If on the coasts of the northern frozen seas, in a land of almost perpetual night, an illiterate fisherman feels such an eager interest in the question of the continued vitality of liberty, what a dangerous messenger will be that ensign of the Ship of State flashing "its meteor glories" among the thrones, crowns, and sceptres of the world. The subjects and victims of oppression will catch "inspiration from its glance," and learning that liberty still lives, will pass the inspiring watchword from man to man.

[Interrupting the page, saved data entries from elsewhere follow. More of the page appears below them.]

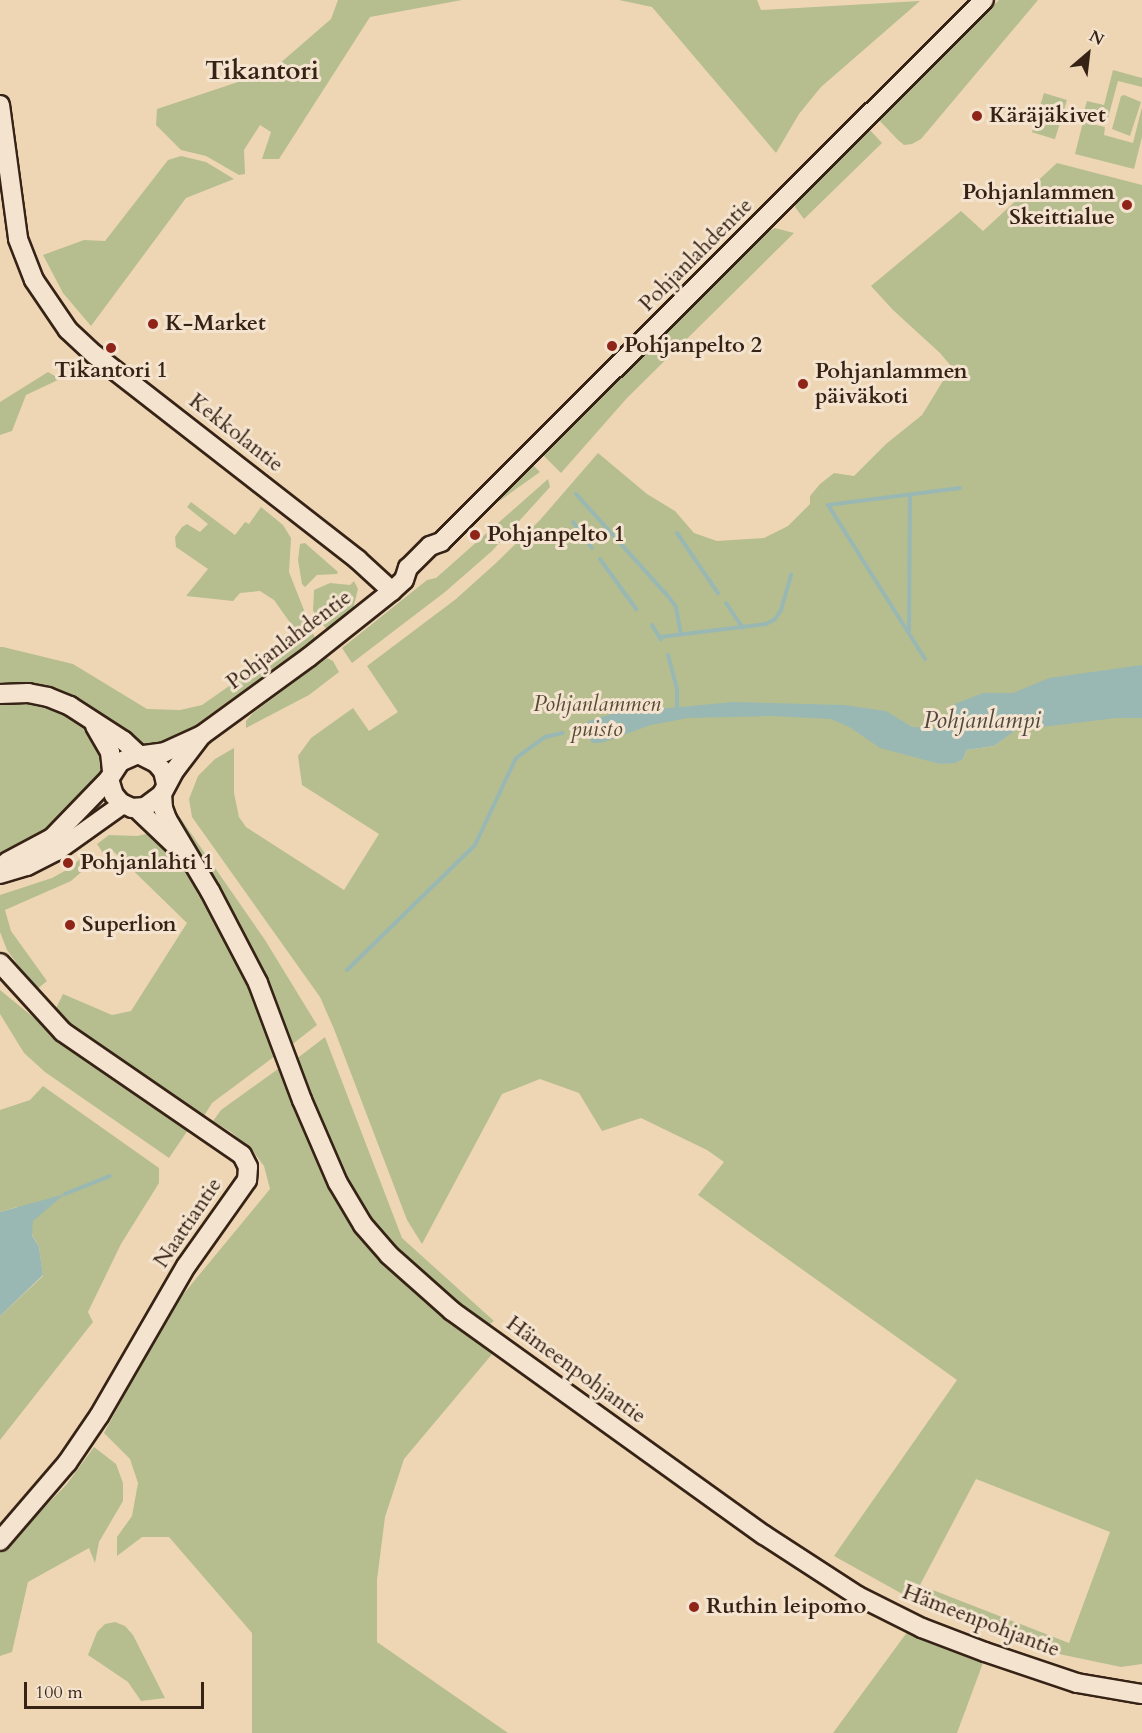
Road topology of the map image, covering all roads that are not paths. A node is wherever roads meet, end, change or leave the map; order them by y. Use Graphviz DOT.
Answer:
graph roads {
  1 [pos="984,0"];
  2 [pos="0,105"];
  3 [pos="9,241"];
  4 [pos="398,585"];
  5 [pos="0,694"];
  6 [pos="92,722"];
  7 [pos="202,735"];
  8 [pos="141,755"];
  9 [pos="110,776"];
  10 [pos="164,789"];
  11 [pos="129,806"];
  12 [pos="191,860"];
  13 [pos="0,864"];
  14 [pos="0,874"];
  15 [pos="0,963"];
  16 [pos="0,1541"];
  17 [pos="1142,1694"];
  1 -- 4 [label="main road, Pohjanlahdentie"];
  2 -- 3 [label="main road, Kekkolantie"];
  3 -- 4 [label="main road, Kekkolantie"];
  4 -- 7 [label="main road, Pohjanlahdentie"];
  5 -- 6 [label="main road"];
  6 -- 8 [label="main road"];
  6 -- 9 [label="main road"];
  7 -- 8 [label="main road, Pohjanlahdentie"];
  7 -- 10 [label="main road, Pohjanlahdentie"];
  8 -- 9 [label="main road"];
  8 -- 10 [label="main road"];
  9 -- 11 [label="main road"];
  9 -- 13 [label="main road"];
  10 -- 11 [label="main road"];
  10 -- 12 [label="main road, Hämeenpohjantie"];
  11 -- 12 [label="main road, Hämeenpohjantie"];
  11 -- 14 [label="main road"];
  12 -- 17 [label="main road, Hämeenpohjantie"];
  15 -- 16 [label="main road, Naattiantie"];
}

And the cry that "Liberty still lives" will be the world's battle shout of freedom, and the rallying watchword of deliverance.

"And the dwellers in the rocks and in the vales,

Shall shout it to each other, and the mountain tops
From distant mountains catch the flying joy,
"Till nation after nation taught the strain,

Earth rolls the rapturous hosanna round."

And in the land of liberty's birth the fires of patriotism will be kept aflame by the iteration and reiteration of the answer to the fisherman's question, that "Liberty still lives." And from the hearts of the crowded cities, from the fireside of the farmer, and from the workshop of the mechanic, in the busy hamlets of labor, and in the homes of luxury and ease, the hearts of freemen will be cheered as our noble craft sails on, with the inspiriting assurance that "Liberty still lives." The burden of that cry will float upon the air wherever our banner waves, and its resonant notes will fill the land with a new inspiration as the joyful assurance is heard.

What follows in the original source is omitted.